DATA FOR PROCESSING: Begin

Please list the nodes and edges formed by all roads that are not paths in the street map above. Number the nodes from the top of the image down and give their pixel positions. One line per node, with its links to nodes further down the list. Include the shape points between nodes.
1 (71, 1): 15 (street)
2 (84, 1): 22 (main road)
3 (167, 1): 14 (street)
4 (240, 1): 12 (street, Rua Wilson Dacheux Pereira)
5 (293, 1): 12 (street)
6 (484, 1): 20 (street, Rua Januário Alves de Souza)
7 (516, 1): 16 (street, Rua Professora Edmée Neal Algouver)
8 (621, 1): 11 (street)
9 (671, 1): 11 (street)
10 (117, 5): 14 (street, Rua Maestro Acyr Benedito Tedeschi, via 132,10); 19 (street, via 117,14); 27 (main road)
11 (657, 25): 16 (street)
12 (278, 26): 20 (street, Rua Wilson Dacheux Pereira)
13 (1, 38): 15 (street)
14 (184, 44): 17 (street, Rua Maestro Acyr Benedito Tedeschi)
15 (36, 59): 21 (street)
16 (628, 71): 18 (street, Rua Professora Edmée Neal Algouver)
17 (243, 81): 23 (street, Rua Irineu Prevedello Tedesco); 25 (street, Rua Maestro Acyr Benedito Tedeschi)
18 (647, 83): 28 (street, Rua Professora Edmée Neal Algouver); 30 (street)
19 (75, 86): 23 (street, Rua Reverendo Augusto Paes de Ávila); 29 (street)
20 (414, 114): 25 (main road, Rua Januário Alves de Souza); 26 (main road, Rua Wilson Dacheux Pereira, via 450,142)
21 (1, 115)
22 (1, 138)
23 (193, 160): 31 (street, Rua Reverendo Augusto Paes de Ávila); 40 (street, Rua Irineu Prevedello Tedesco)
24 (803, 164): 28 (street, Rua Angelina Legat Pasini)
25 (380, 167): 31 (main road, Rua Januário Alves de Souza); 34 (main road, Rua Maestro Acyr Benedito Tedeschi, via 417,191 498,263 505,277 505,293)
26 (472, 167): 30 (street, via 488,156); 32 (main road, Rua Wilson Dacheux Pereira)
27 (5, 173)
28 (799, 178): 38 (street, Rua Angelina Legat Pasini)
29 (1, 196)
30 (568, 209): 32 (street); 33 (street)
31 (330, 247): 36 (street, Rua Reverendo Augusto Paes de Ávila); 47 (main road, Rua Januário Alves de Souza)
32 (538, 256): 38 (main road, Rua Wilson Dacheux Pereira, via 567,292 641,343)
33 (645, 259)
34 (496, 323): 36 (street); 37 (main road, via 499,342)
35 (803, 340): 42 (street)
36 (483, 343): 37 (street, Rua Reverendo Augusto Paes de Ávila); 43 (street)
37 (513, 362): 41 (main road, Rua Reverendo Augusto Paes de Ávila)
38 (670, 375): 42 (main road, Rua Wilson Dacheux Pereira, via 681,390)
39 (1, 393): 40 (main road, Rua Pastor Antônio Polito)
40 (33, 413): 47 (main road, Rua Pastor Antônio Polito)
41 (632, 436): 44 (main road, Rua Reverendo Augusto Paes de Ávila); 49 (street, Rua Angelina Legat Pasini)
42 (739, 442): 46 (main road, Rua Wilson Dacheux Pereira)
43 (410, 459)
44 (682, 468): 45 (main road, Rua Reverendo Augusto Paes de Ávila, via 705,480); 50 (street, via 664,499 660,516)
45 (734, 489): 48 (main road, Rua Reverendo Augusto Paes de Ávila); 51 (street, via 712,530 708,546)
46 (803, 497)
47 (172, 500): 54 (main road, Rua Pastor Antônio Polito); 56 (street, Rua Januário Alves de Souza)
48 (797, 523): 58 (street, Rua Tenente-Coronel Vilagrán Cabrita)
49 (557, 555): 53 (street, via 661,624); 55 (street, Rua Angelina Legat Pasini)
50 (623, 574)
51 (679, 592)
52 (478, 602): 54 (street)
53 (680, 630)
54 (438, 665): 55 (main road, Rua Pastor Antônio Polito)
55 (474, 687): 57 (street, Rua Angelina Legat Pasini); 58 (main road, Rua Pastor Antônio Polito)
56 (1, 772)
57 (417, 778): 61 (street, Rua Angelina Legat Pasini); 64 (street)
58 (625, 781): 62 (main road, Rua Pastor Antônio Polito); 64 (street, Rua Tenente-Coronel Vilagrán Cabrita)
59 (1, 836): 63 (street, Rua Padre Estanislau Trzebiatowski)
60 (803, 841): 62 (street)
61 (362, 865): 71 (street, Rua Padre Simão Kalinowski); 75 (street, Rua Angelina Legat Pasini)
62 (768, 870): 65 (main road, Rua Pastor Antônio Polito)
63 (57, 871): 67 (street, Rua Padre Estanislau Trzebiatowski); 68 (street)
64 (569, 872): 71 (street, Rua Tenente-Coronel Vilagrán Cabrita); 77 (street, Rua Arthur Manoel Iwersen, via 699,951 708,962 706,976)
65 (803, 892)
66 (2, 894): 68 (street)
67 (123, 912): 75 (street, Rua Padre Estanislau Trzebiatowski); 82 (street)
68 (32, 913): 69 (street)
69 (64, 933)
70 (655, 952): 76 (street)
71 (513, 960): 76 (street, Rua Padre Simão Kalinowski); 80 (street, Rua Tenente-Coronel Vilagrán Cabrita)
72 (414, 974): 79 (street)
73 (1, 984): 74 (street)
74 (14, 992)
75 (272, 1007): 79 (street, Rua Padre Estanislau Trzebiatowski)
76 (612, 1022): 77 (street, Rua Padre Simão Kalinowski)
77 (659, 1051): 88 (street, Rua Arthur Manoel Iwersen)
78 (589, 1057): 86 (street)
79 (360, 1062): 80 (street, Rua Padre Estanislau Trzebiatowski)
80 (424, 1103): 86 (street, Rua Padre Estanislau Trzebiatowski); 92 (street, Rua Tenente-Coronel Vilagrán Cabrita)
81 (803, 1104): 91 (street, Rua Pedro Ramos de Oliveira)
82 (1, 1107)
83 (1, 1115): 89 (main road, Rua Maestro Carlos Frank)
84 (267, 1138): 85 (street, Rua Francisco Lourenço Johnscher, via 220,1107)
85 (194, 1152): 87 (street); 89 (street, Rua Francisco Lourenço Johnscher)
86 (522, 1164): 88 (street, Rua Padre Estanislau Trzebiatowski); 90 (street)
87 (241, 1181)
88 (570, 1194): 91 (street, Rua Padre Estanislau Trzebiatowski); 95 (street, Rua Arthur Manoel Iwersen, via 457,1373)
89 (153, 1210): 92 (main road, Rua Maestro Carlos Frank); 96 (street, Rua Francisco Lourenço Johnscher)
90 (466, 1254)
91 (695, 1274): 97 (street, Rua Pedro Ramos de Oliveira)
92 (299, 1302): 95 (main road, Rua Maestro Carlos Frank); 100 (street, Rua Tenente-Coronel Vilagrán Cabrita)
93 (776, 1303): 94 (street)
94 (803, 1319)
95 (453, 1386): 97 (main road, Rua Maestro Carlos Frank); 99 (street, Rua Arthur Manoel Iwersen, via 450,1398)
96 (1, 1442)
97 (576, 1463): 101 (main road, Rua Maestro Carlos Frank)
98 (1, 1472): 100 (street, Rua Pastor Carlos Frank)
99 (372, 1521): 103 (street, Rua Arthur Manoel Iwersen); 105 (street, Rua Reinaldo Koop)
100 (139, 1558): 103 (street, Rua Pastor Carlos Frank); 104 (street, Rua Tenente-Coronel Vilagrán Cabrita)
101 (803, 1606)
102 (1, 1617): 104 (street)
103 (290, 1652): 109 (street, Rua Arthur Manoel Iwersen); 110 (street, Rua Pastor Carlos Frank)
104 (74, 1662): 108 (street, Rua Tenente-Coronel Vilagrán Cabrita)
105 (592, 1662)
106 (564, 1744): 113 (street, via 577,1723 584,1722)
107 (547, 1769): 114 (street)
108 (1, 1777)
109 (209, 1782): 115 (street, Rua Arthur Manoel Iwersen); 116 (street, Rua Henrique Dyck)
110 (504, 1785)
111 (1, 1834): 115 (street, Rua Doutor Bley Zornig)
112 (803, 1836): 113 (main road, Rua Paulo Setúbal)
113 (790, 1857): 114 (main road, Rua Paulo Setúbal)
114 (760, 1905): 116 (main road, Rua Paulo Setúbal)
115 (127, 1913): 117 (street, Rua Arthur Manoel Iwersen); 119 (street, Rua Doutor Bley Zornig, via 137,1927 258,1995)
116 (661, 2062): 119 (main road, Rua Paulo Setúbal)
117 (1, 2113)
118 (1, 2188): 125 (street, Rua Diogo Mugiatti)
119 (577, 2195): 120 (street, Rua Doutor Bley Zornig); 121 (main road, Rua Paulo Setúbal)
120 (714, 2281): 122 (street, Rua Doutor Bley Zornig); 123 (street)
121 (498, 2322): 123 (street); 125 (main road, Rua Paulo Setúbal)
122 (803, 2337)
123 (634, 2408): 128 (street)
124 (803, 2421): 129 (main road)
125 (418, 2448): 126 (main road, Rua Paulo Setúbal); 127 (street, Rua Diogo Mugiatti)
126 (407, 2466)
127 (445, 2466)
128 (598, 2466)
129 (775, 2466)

DATA FOR PROCESSING: End
DATA FOR PROCESSING: Begin

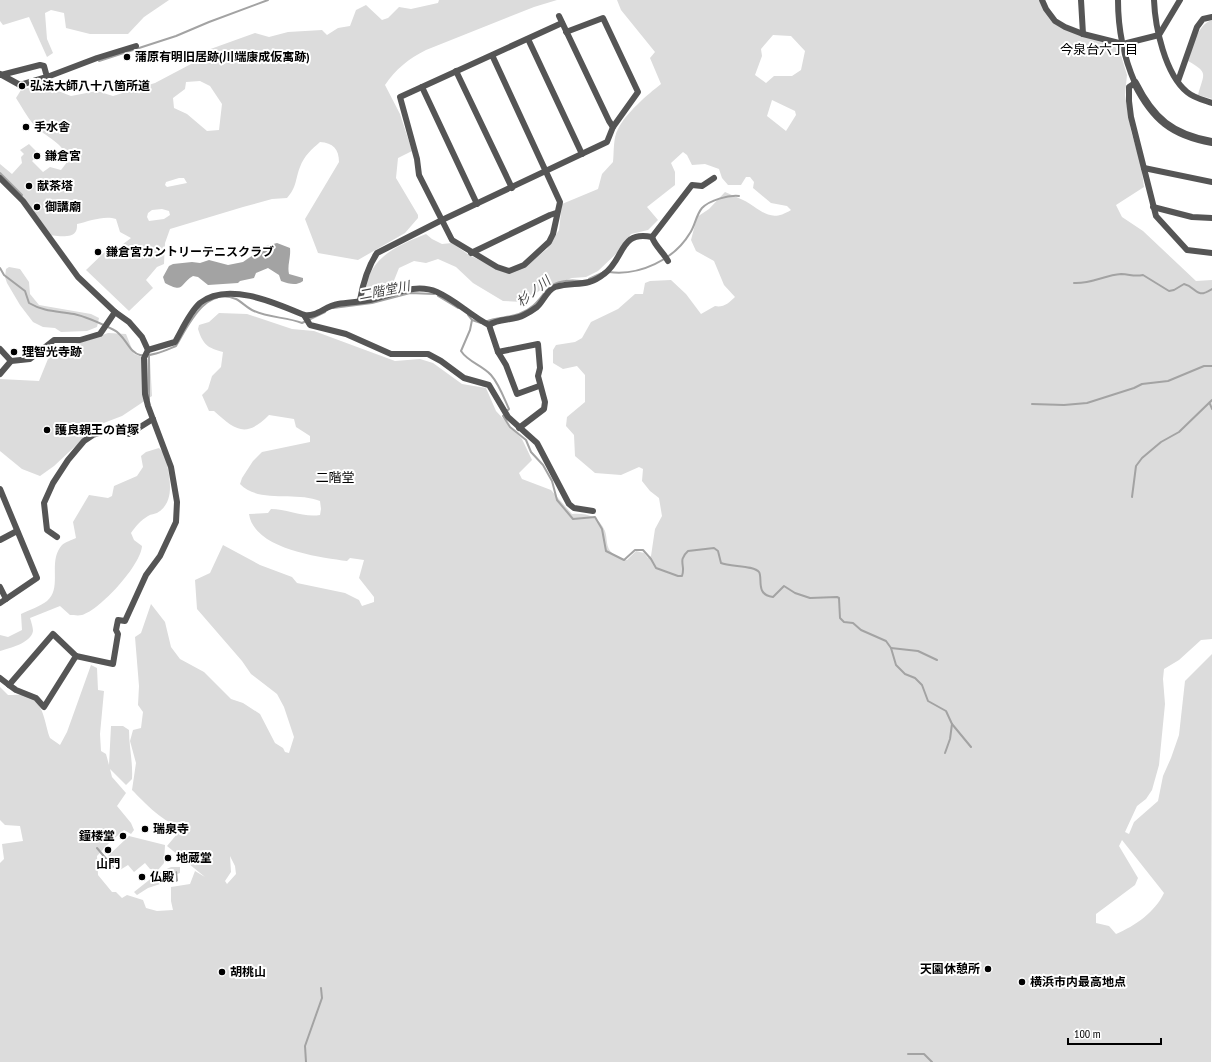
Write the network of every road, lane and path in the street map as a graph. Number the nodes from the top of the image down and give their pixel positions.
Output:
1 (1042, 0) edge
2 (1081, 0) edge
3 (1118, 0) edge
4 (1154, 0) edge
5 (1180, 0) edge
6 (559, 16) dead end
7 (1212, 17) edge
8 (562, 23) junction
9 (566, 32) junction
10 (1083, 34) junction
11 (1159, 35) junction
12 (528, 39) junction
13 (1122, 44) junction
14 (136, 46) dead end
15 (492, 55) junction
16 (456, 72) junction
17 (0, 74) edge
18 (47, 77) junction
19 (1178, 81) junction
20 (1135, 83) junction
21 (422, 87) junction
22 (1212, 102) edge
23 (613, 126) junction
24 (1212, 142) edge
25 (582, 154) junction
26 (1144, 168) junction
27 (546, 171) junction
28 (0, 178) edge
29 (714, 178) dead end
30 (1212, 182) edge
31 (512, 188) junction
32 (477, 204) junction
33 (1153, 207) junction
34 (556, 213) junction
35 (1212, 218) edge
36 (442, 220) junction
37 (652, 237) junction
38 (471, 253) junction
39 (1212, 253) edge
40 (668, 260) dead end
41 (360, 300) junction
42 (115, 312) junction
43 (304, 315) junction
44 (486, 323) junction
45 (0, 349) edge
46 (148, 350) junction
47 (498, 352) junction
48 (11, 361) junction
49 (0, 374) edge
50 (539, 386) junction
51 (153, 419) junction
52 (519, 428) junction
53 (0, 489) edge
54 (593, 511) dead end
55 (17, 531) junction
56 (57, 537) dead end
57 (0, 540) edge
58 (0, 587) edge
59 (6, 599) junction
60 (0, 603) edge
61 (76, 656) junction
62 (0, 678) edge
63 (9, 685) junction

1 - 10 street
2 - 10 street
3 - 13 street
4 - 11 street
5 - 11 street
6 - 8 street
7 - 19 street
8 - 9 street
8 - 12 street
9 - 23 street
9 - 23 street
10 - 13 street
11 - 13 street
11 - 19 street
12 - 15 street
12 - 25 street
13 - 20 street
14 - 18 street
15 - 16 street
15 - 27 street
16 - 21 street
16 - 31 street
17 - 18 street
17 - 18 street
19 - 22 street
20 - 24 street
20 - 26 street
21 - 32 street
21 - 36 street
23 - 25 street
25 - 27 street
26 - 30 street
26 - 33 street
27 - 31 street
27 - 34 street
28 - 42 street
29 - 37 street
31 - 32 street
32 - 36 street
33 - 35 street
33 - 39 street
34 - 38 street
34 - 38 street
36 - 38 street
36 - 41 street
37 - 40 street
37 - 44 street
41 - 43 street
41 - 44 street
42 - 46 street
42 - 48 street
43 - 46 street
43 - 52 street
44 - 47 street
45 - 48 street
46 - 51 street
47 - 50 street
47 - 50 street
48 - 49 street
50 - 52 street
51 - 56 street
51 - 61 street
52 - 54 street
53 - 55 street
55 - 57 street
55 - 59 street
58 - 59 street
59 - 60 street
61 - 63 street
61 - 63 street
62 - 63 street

DATA FOR PROCESSING: End
DATA FOR PROCESSING: Begin

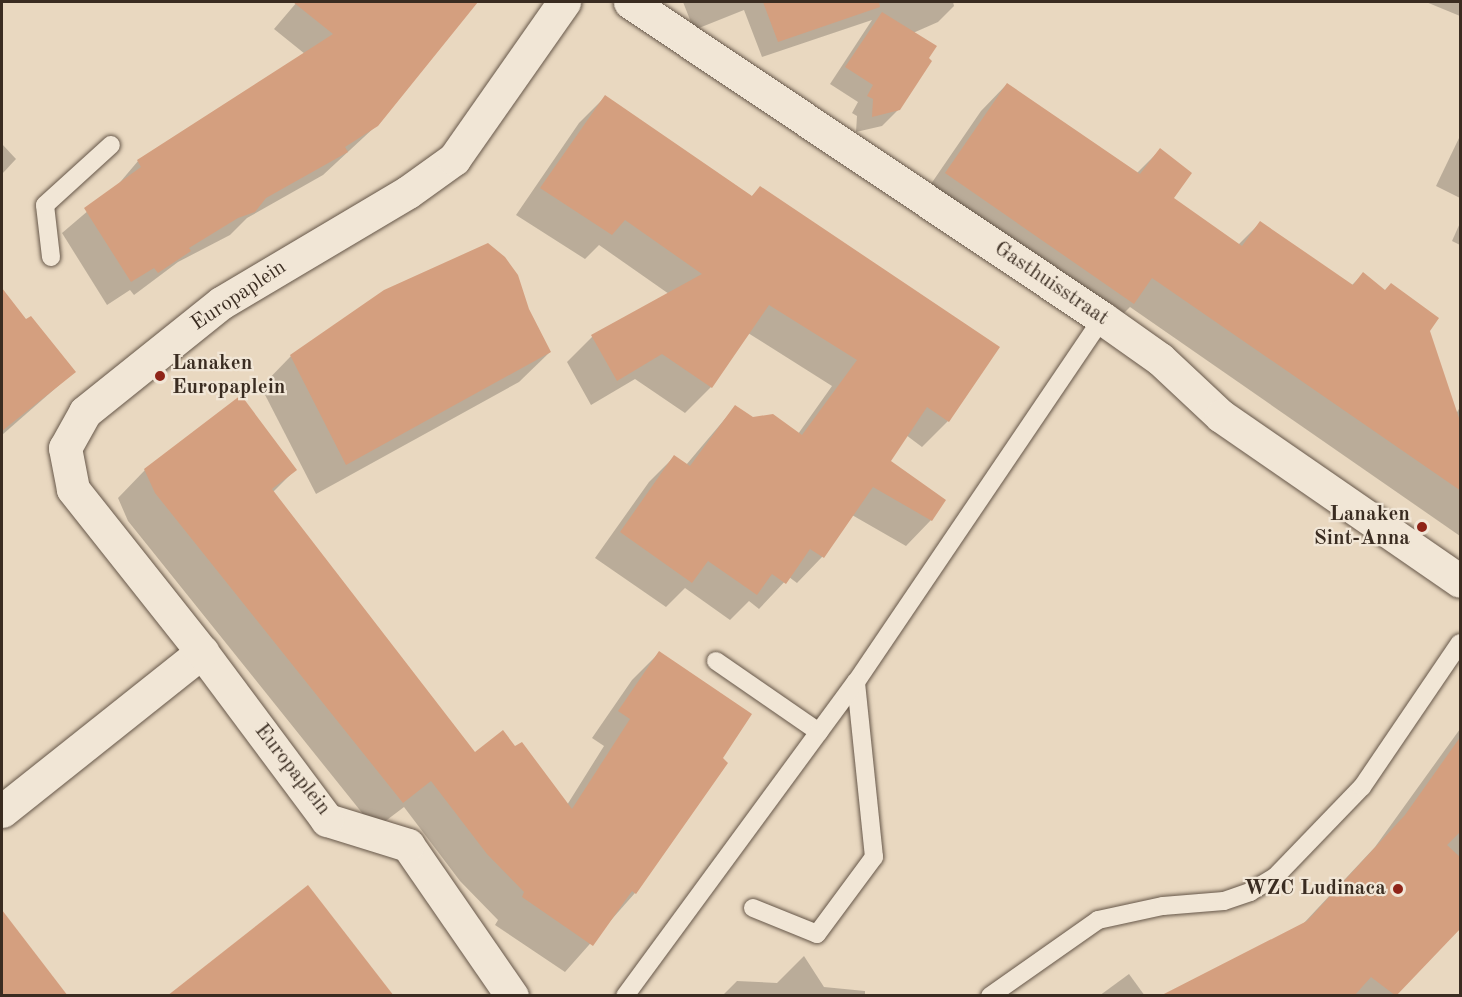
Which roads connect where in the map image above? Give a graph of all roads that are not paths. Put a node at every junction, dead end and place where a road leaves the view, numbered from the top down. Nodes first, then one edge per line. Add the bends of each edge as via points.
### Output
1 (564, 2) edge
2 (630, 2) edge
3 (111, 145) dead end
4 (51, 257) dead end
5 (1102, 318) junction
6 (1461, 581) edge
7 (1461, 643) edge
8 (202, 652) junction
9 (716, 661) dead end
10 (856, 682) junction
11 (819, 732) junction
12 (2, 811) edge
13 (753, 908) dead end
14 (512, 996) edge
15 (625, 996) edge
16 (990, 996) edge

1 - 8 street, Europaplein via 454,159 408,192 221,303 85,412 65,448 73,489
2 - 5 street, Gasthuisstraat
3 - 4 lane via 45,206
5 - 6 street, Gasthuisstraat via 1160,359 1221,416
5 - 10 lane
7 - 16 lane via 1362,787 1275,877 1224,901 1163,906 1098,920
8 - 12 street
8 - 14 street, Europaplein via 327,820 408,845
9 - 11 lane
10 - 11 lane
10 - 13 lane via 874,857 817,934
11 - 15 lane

DATA FOR PROCESSING: End

**WHAT THE EXERCISE ASKS**
Pick out each line in the material containing "graph".

**RESULT FOR THIS TASK**
Write the network of every road, lane and path in the street map as a graph. Number the nodes from the top of the image down and give their pixel positions.
Which roads connect where in the map image above? Give a graph of all roads that are not paths. Put a node at every junction, dead end and place where a road leaves the view, numbered from the top down. Nodes first, then one edge per line. Add the bends of each edge as via points.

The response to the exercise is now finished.